The borrowing spike has prevented munis from keeping pace with a Treasuries rally after the 16-day federal shutdown that ended Oct. 17. The yield on 10-year munis reached about 111 percent of that on federal securities this week, the most since Aug. 29, data compiled by Bloomberg show. That signals a buy to investors betting the supply wave won’t last.

“Given the elevated muni-Treasury yield ratios and a large increase in supply, this presents itself as an opportunity for the municipal investor,” said Gary Pollack, who oversees $6 billion of munis as head of fixed income for the Deutsche Bank unit in New York. He said his company has been buying bonds from issuers in the primary market this week.

Led by California, localities are offering $8.1 billion of debt this week, the most since mid-July, Bloomberg data show. The $3.7 trillion municipal market has earned about 0.1 percent this month, compared with 0.6 percent for Treasuries, Bank of America Merrill Lynch data show.

2013 Trails

Even California’s issuance isn’t enough to push annual volume above last year. Bank of America Merrill Lynch and RBC Capital Markets forecast the second-lowest annual volume since 2008, and issuance is down almost 17 percent from 2012.

Predictions that supply will ebb may bolster confidence in munis’ performance this quarter. Local debt has gained in the year’s final three months in seven of the past 10 years, according to Bank of America data.

Phil Fischer, head of muni research at Bank of America, and Chris Mauro, head of muni strategy at RBC, project 2013 issuance at $325 billion to $330 billion. That would be the second-smallest total in the past five years and down from $352 billion in 2012.

Sales slowed this year as refinancing proved less economical after interest rates rose from generational lows. Benchmark 10-year yields are about 2.75 percent, compared with as little as 1.52 percent in December, Bloomberg data show.

Shortage Offset

For investors, the debt shortage has helped offset the biggest annual losses in munis since 2008. Individuals have withdrawn $55 billion from mutual funds focused on local debt in the past 21 weeks, the most ever, Lipper US Fund Flows data show.

City and state debt has weakened more than other fixed-income assets. Munis lost 3.2 percent this year through Oct. 22, compared with declines of 1.9 percent for Treasuries and 1 percent for company securities, Bank of America data show.

“There is no doubt that issuance was adversely impacted by rising interest rates and the dismal market condition since late May,” Fischer, who’s based in New York, wrote in an Oct. 4 report. He predicted about $81 billion of bond sales this quarter, which would be the smallest for the period since 2008, Bloomberg data show.
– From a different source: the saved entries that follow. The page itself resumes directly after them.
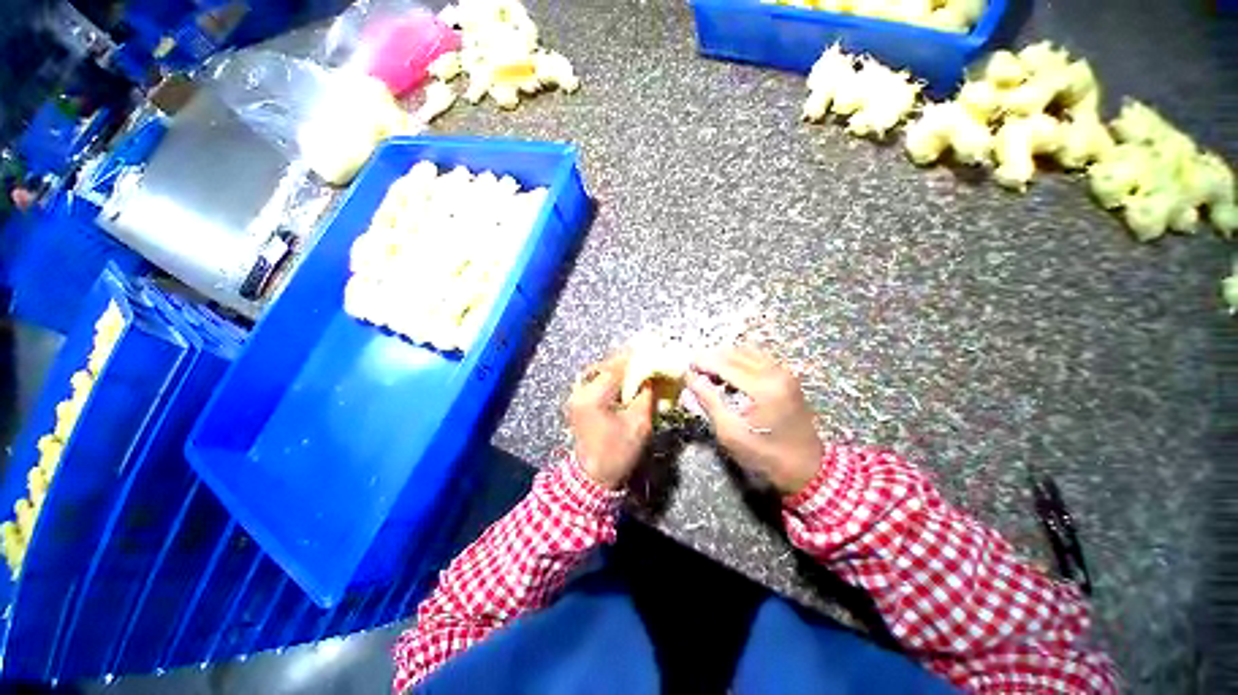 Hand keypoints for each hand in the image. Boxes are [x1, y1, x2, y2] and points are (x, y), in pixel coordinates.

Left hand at [566, 353, 655, 489]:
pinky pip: (595, 382)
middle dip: (625, 362)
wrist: (594, 477)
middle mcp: (580, 392)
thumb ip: (646, 395)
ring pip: (599, 372)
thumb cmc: (618, 453)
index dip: (632, 358)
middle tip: (645, 361)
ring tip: (636, 369)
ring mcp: (576, 397)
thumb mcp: (639, 424)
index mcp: (593, 398)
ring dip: (617, 370)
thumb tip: (652, 376)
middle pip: (604, 367)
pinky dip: (610, 379)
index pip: (614, 368)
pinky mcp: (577, 402)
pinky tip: (623, 382)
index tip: (649, 351)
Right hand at [686, 347, 823, 495]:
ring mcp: (784, 372)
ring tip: (710, 373)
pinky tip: (730, 375)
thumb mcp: (730, 433)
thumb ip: (708, 401)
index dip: (702, 363)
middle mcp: (775, 372)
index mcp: (763, 387)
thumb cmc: (765, 455)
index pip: (724, 364)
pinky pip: (757, 357)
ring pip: (746, 351)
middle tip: (695, 371)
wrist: (807, 467)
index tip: (686, 367)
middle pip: (735, 353)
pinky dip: (739, 360)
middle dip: (711, 358)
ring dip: (725, 358)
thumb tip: (690, 378)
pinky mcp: (787, 375) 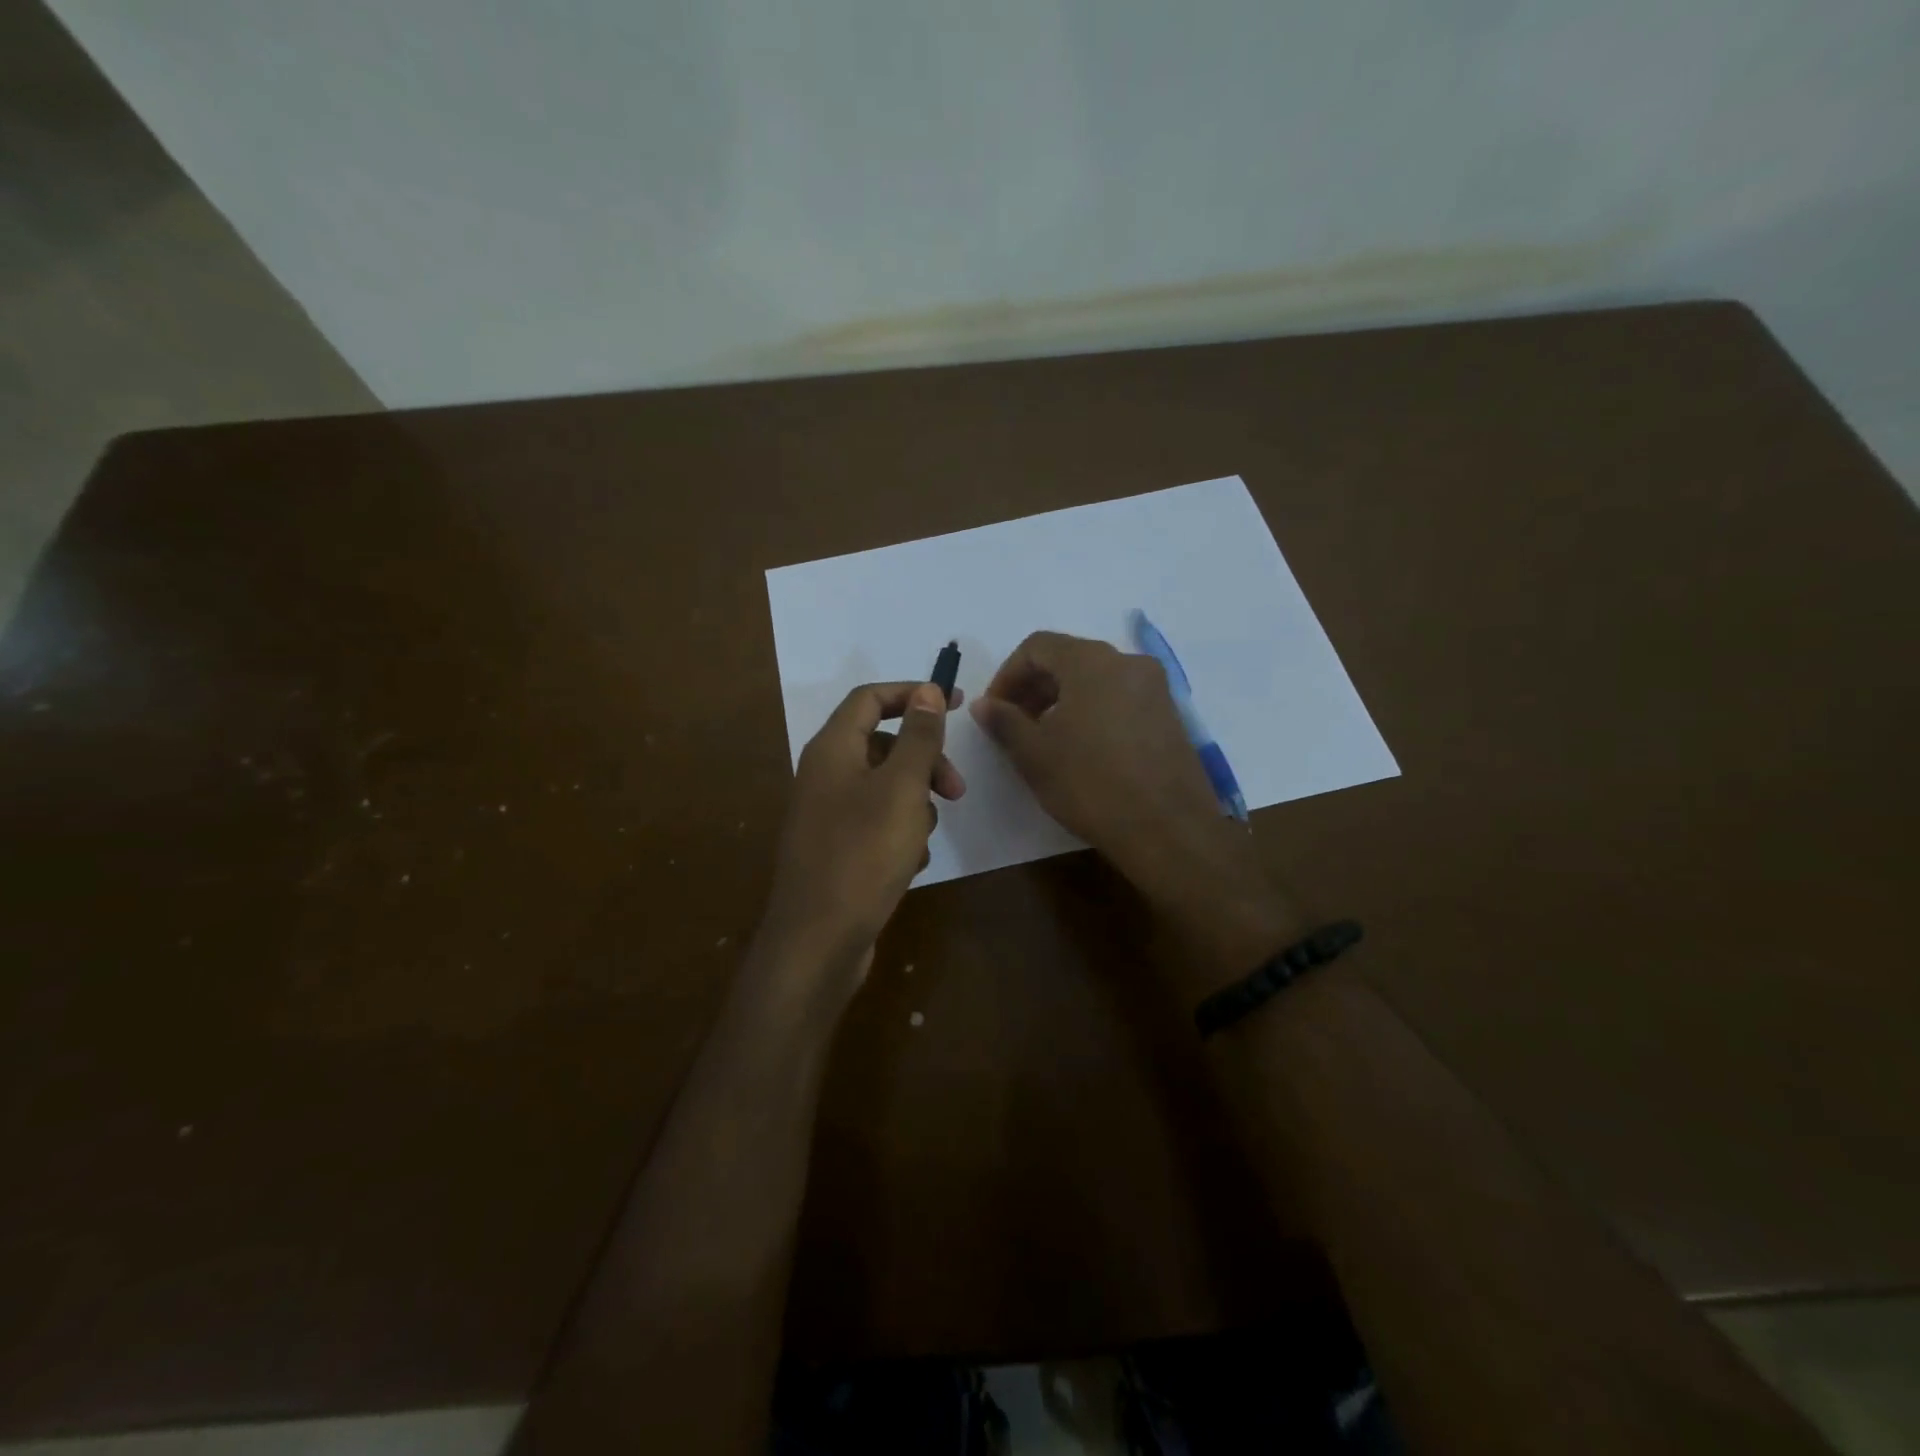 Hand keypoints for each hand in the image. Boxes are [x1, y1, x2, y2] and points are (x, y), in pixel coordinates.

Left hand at [756, 681, 964, 1003]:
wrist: (818, 941)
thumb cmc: (863, 855)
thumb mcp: (902, 789)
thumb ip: (919, 738)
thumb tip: (929, 691)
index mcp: (832, 750)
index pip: (871, 698)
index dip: (914, 693)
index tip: (957, 703)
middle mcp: (824, 775)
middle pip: (882, 744)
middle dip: (924, 761)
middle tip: (956, 790)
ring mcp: (828, 814)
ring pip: (884, 788)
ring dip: (915, 804)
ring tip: (923, 837)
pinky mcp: (836, 849)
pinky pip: (876, 824)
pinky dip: (899, 834)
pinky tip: (909, 863)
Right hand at [972, 631, 1299, 982]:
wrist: (1167, 829)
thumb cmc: (1091, 784)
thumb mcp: (1034, 754)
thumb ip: (1004, 721)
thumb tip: (984, 704)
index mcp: (1093, 661)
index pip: (1038, 646)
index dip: (1007, 674)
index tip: (994, 710)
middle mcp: (1129, 663)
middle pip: (1069, 658)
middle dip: (1034, 687)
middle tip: (1014, 724)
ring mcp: (1156, 689)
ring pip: (1096, 679)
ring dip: (1062, 699)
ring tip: (1045, 739)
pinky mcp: (1170, 716)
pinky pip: (1120, 699)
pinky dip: (1093, 711)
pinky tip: (1082, 749)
The federal shutdown that began Oct. 1 temporarily dropped municipal borrowing to the least in two years. Localities had to consider whether lawmakers would fail to strike a deal in time to prevent the U.S. from defaulting, a situation the Treasury Department said may have had catastrophic consequences.

Sales Logjam

Congress agreed on a solution on Oct. 16, before the U.S. missed any payments. Ten-year Treasury yields have declined 0.23 percentage point since Oct. 15, compared with a 0.03 percentage point drop in interest rates on benchmark munis.

“The Treasury market has improved dramatically and we haven’t kept up,” RBC’s Mauro, who’s based in New York, said in an interview. “That’s solely a function of what’s happening on the supply side of our market.”

Since the resolution, issuers have returned to the market to borrow, led by California’s $2.3 billion sale this week.

State Treasurer Bill Lockyer said in an Oct. 22 interview on Bloomberg Television’s “Bottom Line” with Mark Crumpton that the state is “finding that the demand is holding up” for its general obligations.

Options Diminish

Investors will have fewer options next week, when supply is poised to drop to $3.2 billion, the least for a non-holiday period since August 2012.

Fischer said the debt-ceiling solution and the ensuing gains in Treasuries should lead to a “resumption of the rally” in munis that started in September, before the U.S. shutdown.

“We don’t have overwhelming investor demand, so supply takes a little longer to be absorbed,” Fischer said. “If you get a rally in Treasuries, munis are likely to follow, but lag.”

Following is a pending sale:

Arkansas plans to sell $200 million of general obligations on Oct. 29 via competitive sale. Proceeds will finance work on interstate highways. Arkansas last month issued about $469 million to finance highway construction, the state’s biggest municipal offering since at least 1990.